何を今更、人間は元々一人で生きて行かなくてはならない。




家族、友人、社会の中で生きて行くとしても、結局は一人。




一人ぼっちになったところで死ぬ訳でもない。




寂しさの渦に呑み込まれたとしたって、生きている。それは今までの経験から、知っている。





・・・・・・




祖父に忘れられる事位、何だっていうんだ。




大した事ではないと、本当は不安定な心を底に押し込めた瑞樹が部屋の扉を開くと、陽芽野が床に散らばったラムネ菓子を拾い集めていた。




「どうしたんですか?」と訊くと、




「この人が、孫にあげようと思っていたお菓子を、眠ってる間に持ち去ろうとしたので返してくれと頼んだらバラ撒いて・・・」瑞樹に向かってそう訴える祖父。




「おじいちゃん!」そんな訳ない・・・




瑞樹が祖父に近付くのを、ラムネを拾い集めて立ち上がった陽芽野が遮った。




ラムネを袋に戻して、




「バラ撒いてしまってごめんなさい。こうやって袋に入れて結んでおけばお孫さんに渡しやすいですよ?どうぞ。」




陽芽野は祖父に謝り、にこりと笑って差し出した。




「これは、孫に・・・」



陽芽野から奪い取るように抱えた袋をぎゅっと胸の前に腕で隠して目を閉じる祖父の姿に、




「おじい・・・」と瑞樹が呼びかけるのを、陽芽野が止めた。






-----------------------------------------------------







午後二時を過ぎた。




昼食の事をすっかり忘れていた。




君に「少し、寄りませんか?」と誘われた、ナビ上に大きな池のあると示された緑地公園に着いて、車を降りた。




「あっ!地図がある。」




と陽芽野は駆け出して並木道の入り口に立っている苔むした案内図の前でしばし眺め、




振り返ると、




「瑞樹さーん!競争しましょう!私が勝ったら、おやつ、奢って下さいねー!」と瑞樹に向かって叫んだ。

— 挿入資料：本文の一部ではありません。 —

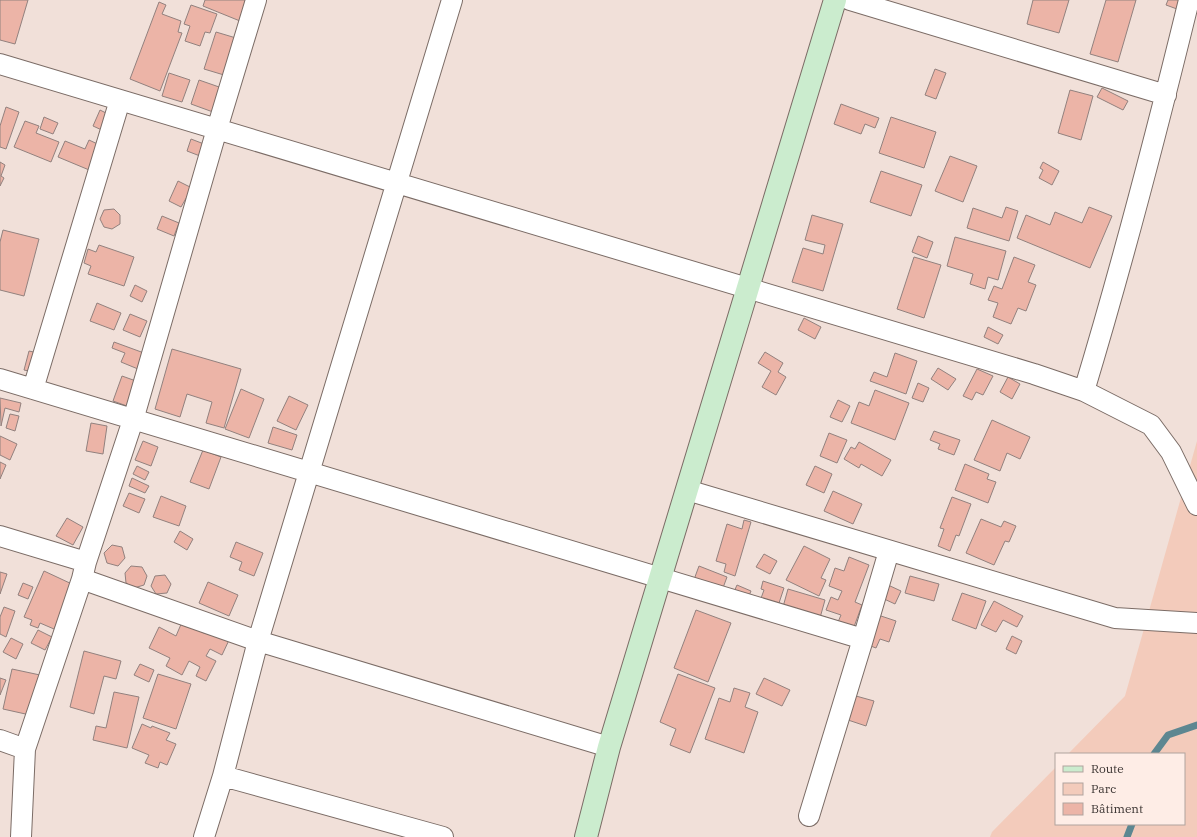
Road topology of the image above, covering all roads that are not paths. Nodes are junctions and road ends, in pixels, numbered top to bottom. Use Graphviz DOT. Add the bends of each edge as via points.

そして陽芽野は、鬱蒼と茂る森に近い林の並木道の中へ向かって走り出した。




えっ?




急にどうしたのだろうと瑞樹は思った。




病気だから仕方ないとはいえ、祖父の態度をどうやって詫びようかと考えていた僕に、その事には何も触れずに、さっきよりも明るい顔で笑いながらはしゃぐ君に戸惑った。




「競争って・・・おやつって。」




子どもだなと思いながら、また目を離すと何をするか解らない、晩秋の並木道の中を走って遠ざかる君を追いかける。




はらりはらりと時折風に舞い落ちる色付いた葉に目を遣る間もなく走り、薄暗い並木を抜けて暖かな陽射しの降り注ぐ場所で、振り返り、僕を待つ君の笑顔に一瞬奪われる。




「私の勝ちですね!」




「・・・ずるいですよ、君は先に、いえ。」




何を女子高生相手に乗せられてしまっているのだろうと、恥ずかしくなる。




少し速くなってしまった呼吸と汗ばんだ背中が、僕のいつもの調子を狂わせる。




「行きましょう。向こうに大きな池があるみたいです。」




僕の手を包もうとする君の小さな手のひらは温かく、今度は僕よりも大人に感じる。





---------------------------------------------------------







北風を和らげる木立ちに守られるように建てられた東屋で、池の傍の売店で買ったアメリカンドックを二人で食べた。




温かくもなく、パサついていて決して美味しくはない。




黙ったまま、もそもそと食べ、こんなもので良かったのか?と考えながら自販機で買ったホットの缶コーヒーで流し込む。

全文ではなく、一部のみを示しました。